◆ Aim of the exercise:
When you spot the word "Coaching" in a line of the data below, copy that line.

(Dataset entries)
BEGIN
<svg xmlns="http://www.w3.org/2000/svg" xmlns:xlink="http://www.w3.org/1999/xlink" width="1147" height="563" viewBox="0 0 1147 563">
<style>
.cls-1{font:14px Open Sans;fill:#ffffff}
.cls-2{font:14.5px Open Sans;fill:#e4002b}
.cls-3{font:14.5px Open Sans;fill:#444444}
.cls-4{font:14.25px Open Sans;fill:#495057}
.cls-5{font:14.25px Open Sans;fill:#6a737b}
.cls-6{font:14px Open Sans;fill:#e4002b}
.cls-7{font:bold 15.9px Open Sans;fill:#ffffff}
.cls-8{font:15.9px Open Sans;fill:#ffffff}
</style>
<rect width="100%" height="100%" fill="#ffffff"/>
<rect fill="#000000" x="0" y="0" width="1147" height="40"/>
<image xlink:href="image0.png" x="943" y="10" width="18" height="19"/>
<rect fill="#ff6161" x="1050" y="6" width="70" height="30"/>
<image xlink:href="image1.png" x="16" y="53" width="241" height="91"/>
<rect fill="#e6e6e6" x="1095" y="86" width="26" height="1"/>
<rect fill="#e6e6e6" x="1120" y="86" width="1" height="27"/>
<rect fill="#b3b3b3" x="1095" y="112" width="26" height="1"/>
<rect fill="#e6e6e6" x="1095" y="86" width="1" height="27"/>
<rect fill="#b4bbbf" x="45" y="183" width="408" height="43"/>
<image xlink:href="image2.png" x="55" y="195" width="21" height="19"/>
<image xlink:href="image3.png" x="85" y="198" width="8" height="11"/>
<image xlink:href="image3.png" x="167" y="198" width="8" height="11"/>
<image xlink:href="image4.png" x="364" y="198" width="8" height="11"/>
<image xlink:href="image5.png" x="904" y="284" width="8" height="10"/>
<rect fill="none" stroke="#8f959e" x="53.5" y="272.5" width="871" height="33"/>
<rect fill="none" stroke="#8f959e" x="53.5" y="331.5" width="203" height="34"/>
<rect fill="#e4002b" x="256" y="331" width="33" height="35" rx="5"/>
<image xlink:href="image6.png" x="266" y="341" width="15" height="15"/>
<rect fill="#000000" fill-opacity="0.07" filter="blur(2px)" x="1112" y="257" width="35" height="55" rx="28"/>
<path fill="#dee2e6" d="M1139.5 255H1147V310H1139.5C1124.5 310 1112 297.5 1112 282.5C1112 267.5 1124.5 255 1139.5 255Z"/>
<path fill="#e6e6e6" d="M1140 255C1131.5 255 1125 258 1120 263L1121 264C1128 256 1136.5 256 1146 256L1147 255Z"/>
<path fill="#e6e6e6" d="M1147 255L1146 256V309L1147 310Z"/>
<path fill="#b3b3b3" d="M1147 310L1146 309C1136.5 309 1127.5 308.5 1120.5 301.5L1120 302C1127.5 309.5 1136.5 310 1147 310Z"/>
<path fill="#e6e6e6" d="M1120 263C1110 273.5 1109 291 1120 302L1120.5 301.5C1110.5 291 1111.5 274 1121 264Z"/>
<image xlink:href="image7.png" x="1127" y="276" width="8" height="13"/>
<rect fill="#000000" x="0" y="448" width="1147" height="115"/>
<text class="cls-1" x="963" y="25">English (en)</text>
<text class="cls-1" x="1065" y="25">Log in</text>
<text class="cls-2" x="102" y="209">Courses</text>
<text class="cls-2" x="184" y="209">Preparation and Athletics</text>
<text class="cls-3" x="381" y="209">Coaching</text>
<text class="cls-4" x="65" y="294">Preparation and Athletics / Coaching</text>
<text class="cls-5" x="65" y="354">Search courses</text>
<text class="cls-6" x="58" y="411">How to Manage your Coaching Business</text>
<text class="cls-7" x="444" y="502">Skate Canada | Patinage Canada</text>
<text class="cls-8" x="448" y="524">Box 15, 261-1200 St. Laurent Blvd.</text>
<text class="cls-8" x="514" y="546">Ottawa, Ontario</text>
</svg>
END
◆ The completed task:
<text class="cls-3" x="381" y="209">Coaching</text>
<text class="cls-4" x="65" y="294">Preparation and Athletics / Coaching</text>
<text class="cls-6" x="58" y="411">How to Manage your Coaching Business</text>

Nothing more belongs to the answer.